Force est de constater que l'Inter affiche une régularité digne d’un champion, avec un collectif soudé et une défense qui encaisse peu. Malgré tout, certains experts suggèrent que leur jeu manque parfois d’audace face aux blocs bas.

En revanche, la Juventus, sous la houlette de Thiago Motta, a retrouvé une identité offensive claire, portée par l’éclosion continue de Cherubini et la maîtrise de Vlahović. Ils ont l’air d’une équipe qui a dépassé sa crise structurelle.

Le AC Milan, quant à lui, est revenu à un niveau constamment compétitif. Avec l’impact offensif de Leão et la stabilité retrouvée de Tomori, ils ont toutes les cartes en main pour briller. Bien que leur position au classement soit solide, leur qualité intrinsèque les place clairement parmi les trois meilleurs côtés du championnat.

« Ce n’est plus une équipe en reconstruction, c’est un prétendant mature », affirment plusieurs analystes italiens.

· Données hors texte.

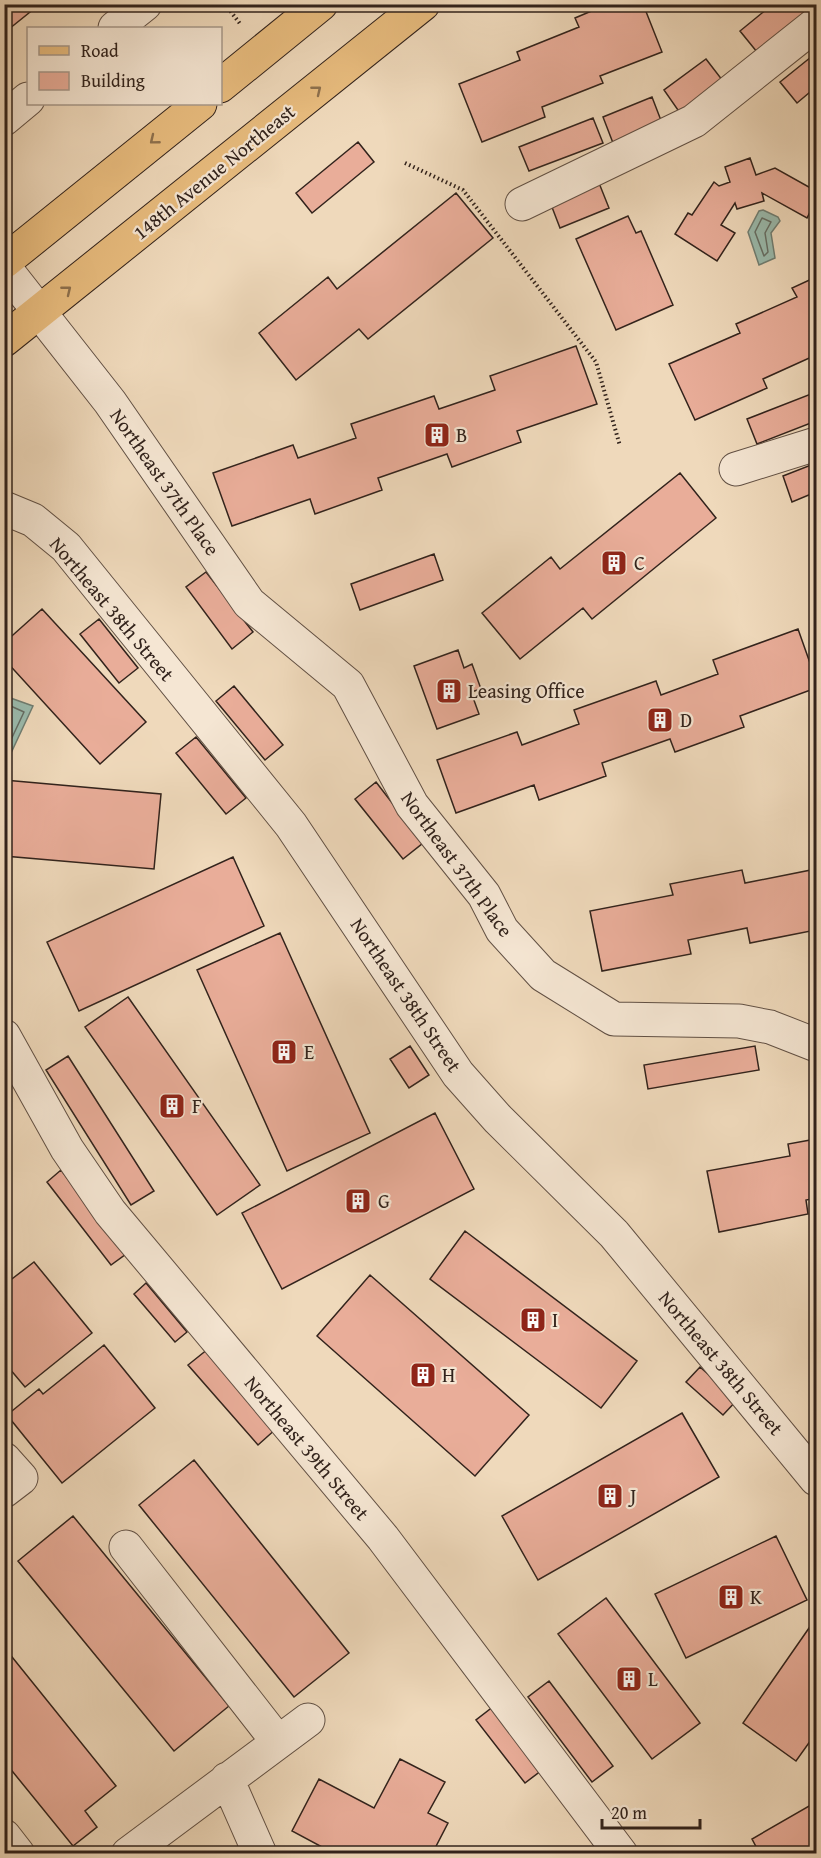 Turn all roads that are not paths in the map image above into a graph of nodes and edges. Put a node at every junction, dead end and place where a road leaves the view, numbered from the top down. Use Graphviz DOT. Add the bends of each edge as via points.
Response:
graph roads {
  1 [pos="145,4"];
  2 [pos="321,4"];
  3 [pos="423,4"];
  4 [pos="816,24"];
  5 [pos="116,27"];
  6 [pos="222,85"];
  7 [pos="27,100"];
  8 [pos="199,105"];
  9 [pos="4,119"];
  10 [pos="522,204"];
  11 [pos="4,262"];
  12 [pos="4,267"];
  13 [pos="40,312"];
  14 [pos="4,340"];
  15 [pos="816,444"];
  16 [pos="736,469"];
  17 [pos="4,508"];
  18 [pos="4,1036"];
  19 [pos="816,1045"];
  20 [pos="4,1459"];
  21 [pos="816,1479"];
  22 [pos="4,1491"];
  23 [pos="126,1547"];
  24 [pos="308,1720"];
  25 [pos="278,1742"];
  26 [pos="227,1779"];
  27 [pos="4,1836"];
  28 [pos="18,1854"];
  29 [pos="128,1854"];
  30 [pos="260,1854"];
  31 [pos="621,1854"];
  1 -- 5 [label="street"];
  2 -- 6 [label="main road"];
  13 -- 3 [label="main road, 148th Avenue Northeast, one-way"];
  4 -- 10 [label="street" via="694,121"];
  7 -- 9 [label="street"];
  8 -- 11 [label="main road, one-way"];
  12 -- 13 [label="street, Northeast 37th Place"];
  13 -- 14 [label="main road, 148th Avenue Northeast"];
  13 -- 19 [label="street, Northeast 37th Place" via="110,402 249,603 348,685 412,805 484,895 502,930 543,975 614,1019 739,1021 770,1027"];
  15 -- 16 [label="street"];
  17 -- 21 [label="street, Northeast 38th Street" via="33,520 66,547 291,825 458,1074 614,1234"];
  18 -- 31 [label="street, Northeast 39th Street" via="67,1149 110,1212 383,1538"];
  20 -- 22 [label="street" via="21,1478"];
  23 -- 25 [label="street"];
  24 -- 25 [label="street"];
  25 -- 26 [label="street"];
  26 -- 29 [label="street"];
  26 -- 30 [label="street"];
  27 -- 28 [label="street"];
}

Les surperformeurs : Qui profite d’un vent favorable ?

Le Bologna fait parler. Longtemps vu comme un club de milieu de tableau, il est monté dans les zones européennes grâce à une discipline défensive impressionnante. Cependant, plusieurs observateurs estiment que leur effectif manque de profondeur pour tenir ce rythme. L’absence de résultats contre les gros calibres reste un signal d’alerte.

De même, le Hellas Vérone surprend avec un système compact et une efficacité redoutable en contre. Mais il n’en faut pas plus pour constater que leur modèle est fragile face aux équipes capables de garder le ballon. Ils sont perçus comme des invités de luxe, pas comme des prétendants durables.

Les sous-évalués : Trop bons pour leur position

L’AS Roma, malgré des résultats mitigés, possède un effectif largement supérieur à sa position. Le retour de Dybala à un niveau élevé et l’explosion de jeunes talents comme Kayode montrent un potentiel inexploité. Les errements défensifs et l’instabilité tactique pénalisent une équipe qui, sur papier, devrait figurer parmi les six premiers.

Le Napoli, lui, traverse une phase de transition difficile. Après les départs clés de la saison dernière, Spalletti peine à trouver un équilibre. Pourtant, la présence de Osimhen et d’un milieu en reconstruction laisse penser que leur chute actuelle est temporaire. Ils ont l’air d’une équipe en crise d’identité, pas de qualité.

Milieu de tableau : Entre stagnation et faux espoirs

Des équipes comme Lazio, Fiorino et Cagliari naviguent sans ambition claire. La Lazio, malgré la présence de Immobile, manque de renouvellement. Fiorino, promu l’an dernier, peine à s’adapter au rythme de l’élite. Cagliari, quant à lui, survit grâce à des performances individuelles, sans cohérence collective.

Ces formations sont coincées dans une zone grise : ni relégables, ni européennes. Sans recrutement ciblé ou changement radical, elles risquent de stagner encore plusieurs saisons.

Zone de relégation : Qui va vraiment tomber ?

Salernitana et Frosinone sont largement considérés comme les plus menacés. Salernitana manque cruellement de qualité offensive, tandis que Frosinone, malgré quelques belles victoires, n’arrive pas à enchaîner. Leur manque de profondeur en cas de blessure fait craindre le pire.

Monza, souvent oublié dans ce débat, est en réalité très proche de la zone rouge. Leur dépendance à un petit groupe de joueurs clés devient un risque majeur en fin de saison.

Q: Qui remportera probablement le titre de Serie A 2025-2026 ?

A: La bataille semble se jouer entre l’Inter et la Juventus. L’Inter part favori en raison de sa régularité, mais la Juventus, si elle maintient son niveau actuel, pourrait inverser la tendance dans les dernières journées.

Q: Quelle équipe a le plus progressé cette saison ?

A: Le Bologna est sans doute l’équipe la plus surprenante, mais la véritable progression se voit à la Juventus. Après deux saisons de doutes, elle a retrouvé une identité claire, un jeune noyau performant et une stabilité qu’on ne lui connaissait plus.